:: Input records ::
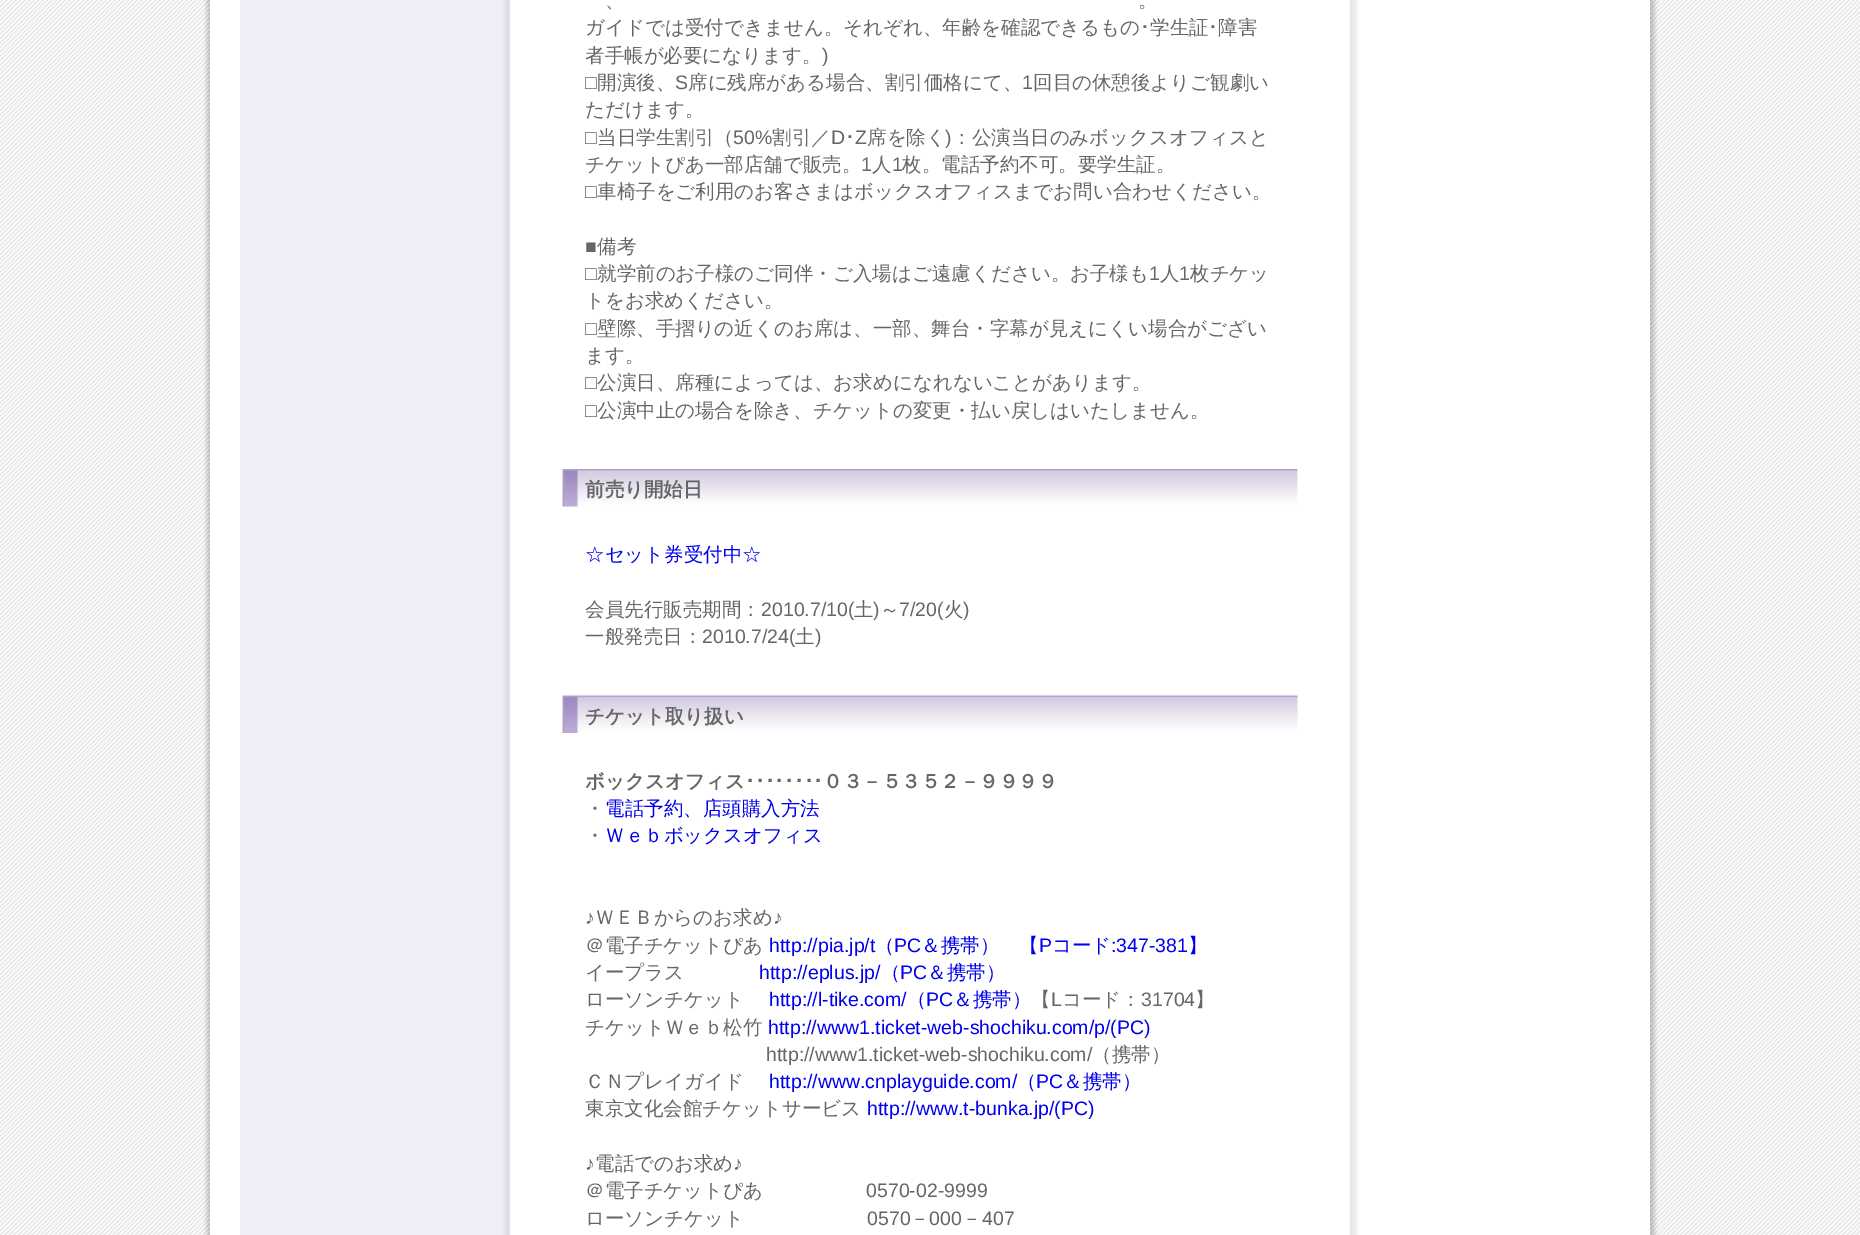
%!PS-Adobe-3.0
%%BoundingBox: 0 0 1860 1235
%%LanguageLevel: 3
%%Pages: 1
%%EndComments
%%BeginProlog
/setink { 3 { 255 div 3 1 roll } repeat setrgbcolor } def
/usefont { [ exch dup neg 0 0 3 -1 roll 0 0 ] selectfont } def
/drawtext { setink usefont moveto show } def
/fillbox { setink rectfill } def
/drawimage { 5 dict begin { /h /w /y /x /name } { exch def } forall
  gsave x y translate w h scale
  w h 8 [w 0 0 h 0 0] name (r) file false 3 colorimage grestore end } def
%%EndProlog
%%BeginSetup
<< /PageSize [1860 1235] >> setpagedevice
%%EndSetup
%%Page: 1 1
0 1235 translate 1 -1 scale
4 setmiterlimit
0 0 1860 1235 255 255 255 fillbox
(assets/img1.rgb) 0 0 1860 1235 drawimage
210 0 1440 1235 255 255 255 fillbox
(assets/img2.rgb) 240 0 1119 1235 drawimage
(、) 605 7 /WenQuanYiZenHei-Medium 19.5 102 102 102 drawtext
(。) 1138 7 /WenQuanYiZenHei-Medium 19.5 102 102 102 drawtext
(ガイドでは受付できません。それぞれ、年齢を確認できるもの) 585 34 /WenQuanYiZenHei-Medium 19.5 102 102 102 drawtext
(･) 1140 34 /IPAGothic-Regular 19.5 102 102 102 drawtext
(学生証) 1150 34 /WenQuanYiZenHei-Medium 19.5 102 102 102 drawtext
(･) 1208 34 /IPAGothic-Regular 19.5 102 102 102 drawtext
(障害) 1218 34 /WenQuanYiZenHei-Medium 19.5 102 102 102 drawtext
(者手帳が必要になります。) 585 62 /WenQuanYiZenHei-Medium 19.5 102 102 102 drawtext
(\)) 822 62 /LiberationSans-Regular 19.5 102 102 102 drawtext
(□) 585 89 /LiberationSans-Regular 19.5 102 102 102 drawtext
(開演後、) 597 89 /WenQuanYiZenHei-Medium 19.5 102 102 102 drawtext
(S) 675 89 /LiberationSans-Regular 19.5 102 102 102 drawtext
(席に残席がある場合、割引価格にて、) 688 89 /WenQuanYiZenHei-Medium 19.5 102 102 102 drawtext
(1) 1022 89 /LiberationSans-Regular 19.5 102 102 102 drawtext
(回目の休憩後よりご観劇い) 1033 89 /WenQuanYiZenHei-Medium 19.5 102 102 102 drawtext
(ただけます。) 585 116 /WenQuanYiZenHei-Medium 19.5 102 102 102 drawtext
(□) 585 144 /LiberationSans-Regular 19.5 102 102 102 drawtext
(当日学生割引（) 597 144 /WenQuanYiZenHei-Medium 19.5 102 102 102 drawtext
(50%) 733 144 /LiberationSans-Regular 19.5 102 102 102 drawtext
(割引／) 772 144 /WenQuanYiZenHei-Medium 19.5 102 102 102 drawtext
(D) 831 144 /LiberationSans-Regular 19.5 102 102 102 drawtext
(･) 845 144 /IPAGothic-Regular 19.5 102 102 102 drawtext
(Z) 855 144 /LiberationSans-Regular 19.5 102 102 102 drawtext
(席を除く) 867 144 /WenQuanYiZenHei-Medium 19.5 102 102 102 drawtext
(\)) 945 144 /LiberationSans-Regular 19.5 102 102 102 drawtext
(：公演当日のみボックスオフィスと) 952 144 /WenQuanYiZenHei-Medium 19.5 102 102 102 drawtext
(チケットぴあ一部店舗で販売。) 585 171 /WenQuanYiZenHei-Medium 19.5 102 102 102 drawtext
(1) 861 171 /LiberationSans-Regular 19.5 102 102 102 drawtext
(人) 872 171 /WenQuanYiZenHei-Medium 19.5 102 102 102 drawtext
(1) 892 171 /LiberationSans-Regular 19.5 102 102 102 drawtext
(枚。電話予約不可。要学生証。) 902 171 /WenQuanYiZenHei-Medium 19.5 102 102 102 drawtext
(□) 585 198 /LiberationSans-Regular 19.5 102 102 102 drawtext
(車椅子をご利用のお客さまはボックスオフィスまでお問い合わせください。) 597 198 /WenQuanYiZenHei-Medium 19.5 102 102 102 drawtext
(■) 585 253 /LiberationSans-Regular 19.5 102 102 102 drawtext
(備考) 597 253 /WenQuanYiZenHei-Medium 19.5 102 102 102 drawtext
(□) 585 280 /LiberationSans-Regular 19.5 102 102 102 drawtext
(就学前のお子様のご同伴・ご入場はご遠慮ください。お子様も) 597 280 /WenQuanYiZenHei-Medium 19.5 102 102 102 drawtext
(1) 1149 280 /LiberationSans-Regular 19.5 102 102 102 drawtext
(人) 1160 280 /WenQuanYiZenHei-Medium 19.5 102 102 102 drawtext
(1) 1179 280 /LiberationSans-Regular 19.5 102 102 102 drawtext
(枚チケッ) 1190 280 /WenQuanYiZenHei-Medium 19.5 102 102 102 drawtext
(トをお求めください。) 585 307 /WenQuanYiZenHei-Medium 19.5 102 102 102 drawtext
(□) 585 335 /LiberationSans-Regular 19.5 102 102 102 drawtext
(壁際、手摺りの近くのお席は、一部、舞台・字幕が見えにくい場合がござい) 597 335 /WenQuanYiZenHei-Medium 19.5 102 102 102 drawtext
(ます。) 585 362 /WenQuanYiZenHei-Medium 19.5 102 102 102 drawtext
(□) 585 389 /LiberationSans-Regular 19.5 102 102 102 drawtext
(公演日、席種によっては、お求めになれないことがあります。) 597 389 /WenQuanYiZenHei-Medium 19.5 102 102 102 drawtext
(□) 585 417 /LiberationSans-Regular 19.5 102 102 102 drawtext
(公演中止の場合を除き、チケットの変更・払い戻しはいたしません。) 597 417 /WenQuanYiZenHei-Medium 19.5 102 102 102 drawtext
(assets/img3.rgb) 562 469 736 38 drawimage
(前売り開始日) 585 496 /WenQuanYiZenHei-Bold 19.5 102 102 102 drawtext
(☆セット券受付中☆) 585 561 /WenQuanYiZenHei-Medium 19.5 0 0 238 drawtext
(会員先行販売期間：) 585 616 /WenQuanYiZenHei-Medium 19.5 102 102 102 drawtext
(2010.7/10\() 761 616 /LiberationSans-Regular 19.5 102 102 102 drawtext
(土) 854 616 /WenQuanYiZenHei-Medium 19.5 102 102 102 drawtext
(\)) 873 616 /LiberationSans-Regular 19.5 102 102 102 drawtext
(～) 880 616 /WenQuanYiZenHei-Medium 19.5 102 102 102 drawtext
(7/20\() 899 616 /LiberationSans-Regular 19.5 102 102 102 drawtext
(火) 944 616 /WenQuanYiZenHei-Medium 19.5 102 102 102 drawtext
(\)) 963 616 /LiberationSans-Regular 19.5 102 102 102 drawtext
(一般発売日：) 585 643 /WenQuanYiZenHei-Medium 19.5 102 102 102 drawtext
(2010.7/24\() 702 643 /LiberationSans-Regular 19.5 102 102 102 drawtext
(土) 795 643 /WenQuanYiZenHei-Medium 19.5 102 102 102 drawtext
(\)) 815 643 /LiberationSans-Regular 19.5 102 102 102 drawtext
(assets/img4.rgb) 562 695 736 38 drawimage
(チケット取り扱い) 585 723 /WenQuanYiZenHei-Bold 19.5 102 102 102 drawtext
(ボックスオフィス) 585 788 /WenQuanYiZenHei-Bold 19.5 102 102 102 drawtext
(････････) 745 788 /IPAGothic-Bold 19.5 102 102 102 drawtext
(０３－５３５２－９９９９) 823 788 /WenQuanYiZenHei-Bold 19.5 102 102 102 drawtext
(・) 585 815 /WenQuanYiZenHei-Medium 19.5 102 102 102 drawtext
(電話予約、店頭購入方法) 605 815 /WenQuanYiZenHei-Medium 19.5 0 0 238 drawtext
(・) 585 842 /WenQuanYiZenHei-Medium 19.5 102 102 102 drawtext
(Ｗｅｂボックスオフィス) 605 842 /WenQuanYiZenHei-Medium 19.5 0 0 238 drawtext
(♪) 585 924 /LiberationSans-Regular 19.5 102 102 102 drawtext
(ＷＥＢからのお求め) 595 924 /WenQuanYiZenHei-Medium 19.5 102 102 102 drawtext
(♪) 773 924 /LiberationSans-Regular 19.5 102 102 102 drawtext
(＠電子チケットぴあ) 585 952 /WenQuanYiZenHei-Medium 19.5 102 102 102 drawtext
(http://pia.jp/t) 769 952 /LiberationSans-Regular 19.5 0 0 238 drawtext
(（) 875 952 /WenQuanYiZenHei-Medium 19.5 0 0 238 drawtext
(PC) 894 952 /LiberationSans-Regular 19.5 0 0 238 drawtext
(＆携帯）) 921 952 /WenQuanYiZenHei-Medium 19.5 0 0 238 drawtext
(【) 1019 952 /WenQuanYiZenHei-Medium 19.5 0 0 238 drawtext
(P) 1039 952 /LiberationSans-Regular 19.5 0 0 238 drawtext
(コード) 1052 952 /WenQuanYiZenHei-Medium 19.5 0 0 238 drawtext
(:347-381) 1111 952 /LiberationSans-Regular 19.5 0 0 238 drawtext
(】) 1188 952 /WenQuanYiZenHei-Medium 19.5 0 0 238 drawtext
(イープラス) 585 979 /WenQuanYiZenHei-Medium 19.5 102 102 102 drawtext
(http://eplus.jp/) 759 979 /LiberationSans-Regular 19.5 0 0 238 drawtext
(（) 881 979 /WenQuanYiZenHei-Medium 19.5 0 0 238 drawtext
(PC) 900 979 /LiberationSans-Regular 19.5 0 0 238 drawtext
(＆携帯）) 927 979 /WenQuanYiZenHei-Medium 19.5 0 0 238 drawtext
(ローソンチケット) 585 1006 /WenQuanYiZenHei-Medium 19.5 102 102 102 drawtext
(http://l-tike.com/) 769 1006 /LiberationSans-Regular 19.5 0 0 238 drawtext
(（) 907 1006 /WenQuanYiZenHei-Medium 19.5 0 0 238 drawtext
(PC) 926 1006 /LiberationSans-Regular 19.5 0 0 238 drawtext
(＆携帯）) 953 1006 /WenQuanYiZenHei-Medium 19.5 0 0 238 drawtext
(【) 1031 1006 /WenQuanYiZenHei-Medium 19.5 102 102 102 drawtext
(L) 1051 1006 /LiberationSans-Regular 19.5 102 102 102 drawtext
(コード：) 1062 1006 /WenQuanYiZenHei-Medium 19.5 102 102 102 drawtext
(31704) 1141 1006 /LiberationSans-Regular 19.5 102 102 102 drawtext
(】) 1195 1006 /WenQuanYiZenHei-Medium 19.5 102 102 102 drawtext
(チケットＷｅｂ松竹) 585 1034 /WenQuanYiZenHei-Medium 19.5 102 102 102 drawtext
(http://www1.ticket-web-shochiku.com/p/\(PC\)) 768 1034 /LiberationSans-Regular 19.5 0 0 238 drawtext
(http://www1.ticket-web-shochiku.com/) 766 1061 /LiberationSans-Regular 19.5 102 102 102 drawtext
(（携帯）) 1092 1061 /WenQuanYiZenHei-Medium 19.5 102 102 102 drawtext
(ＣＮプレイガイド) 585 1088 /WenQuanYiZenHei-Medium 19.5 102 102 102 drawtext
(http://www.cnplayguide.com/) 769 1088 /LiberationSans-Regular 19.5 0 0 238 drawtext
(（) 1017 1088 /WenQuanYiZenHei-Medium 19.5 0 0 238 drawtext
(PC) 1036 1088 /LiberationSans-Regular 19.5 0 0 238 drawtext
(＆携帯）) 1063 1088 /WenQuanYiZenHei-Medium 19.5 0 0 238 drawtext
(東京文化会館チケットサービス) 585 1115 /WenQuanYiZenHei-Medium 19.5 102 102 102 drawtext
(http://www.t-bunka.jp/\(PC\)) 867 1115 /LiberationSans-Regular 19.5 0 0 238 drawtext
(♪) 585 1170 /LiberationSans-Regular 19.5 102 102 102 drawtext
(電話でのお求め) 595 1170 /WenQuanYiZenHei-Medium 19.5 102 102 102 drawtext
(♪) 733 1170 /LiberationSans-Regular 19.5 102 102 102 drawtext
(＠電子チケットぴあ) 585 1197 /WenQuanYiZenHei-Medium 19.5 102 102 102 drawtext
(0570-02-9999) 866 1197 /LiberationSans-Regular 19.5 102 102 102 drawtext
(ローソンチケット) 585 1225 /WenQuanYiZenHei-Medium 19.5 102 102 102 drawtext
(0570) 867 1225 /LiberationSans-Regular 19.5 102 102 102 drawtext
(－) 910 1225 /WenQuanYiZenHei-Medium 19.5 102 102 102 drawtext
(000) 929 1225 /LiberationSans-Regular 19.5 102 102 102 drawtext
(－) 962 1225 /WenQuanYiZenHei-Medium 19.5 102 102 102 drawtext
(407) 982 1225 /LiberationSans-Regular 19.5 102 102 102 drawtext
showpage
%%EOF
:::
• _Problem_
Indicate the number of lines in the data above that contain the string "IPAGothic", without any additional text.

• _Finished task_
4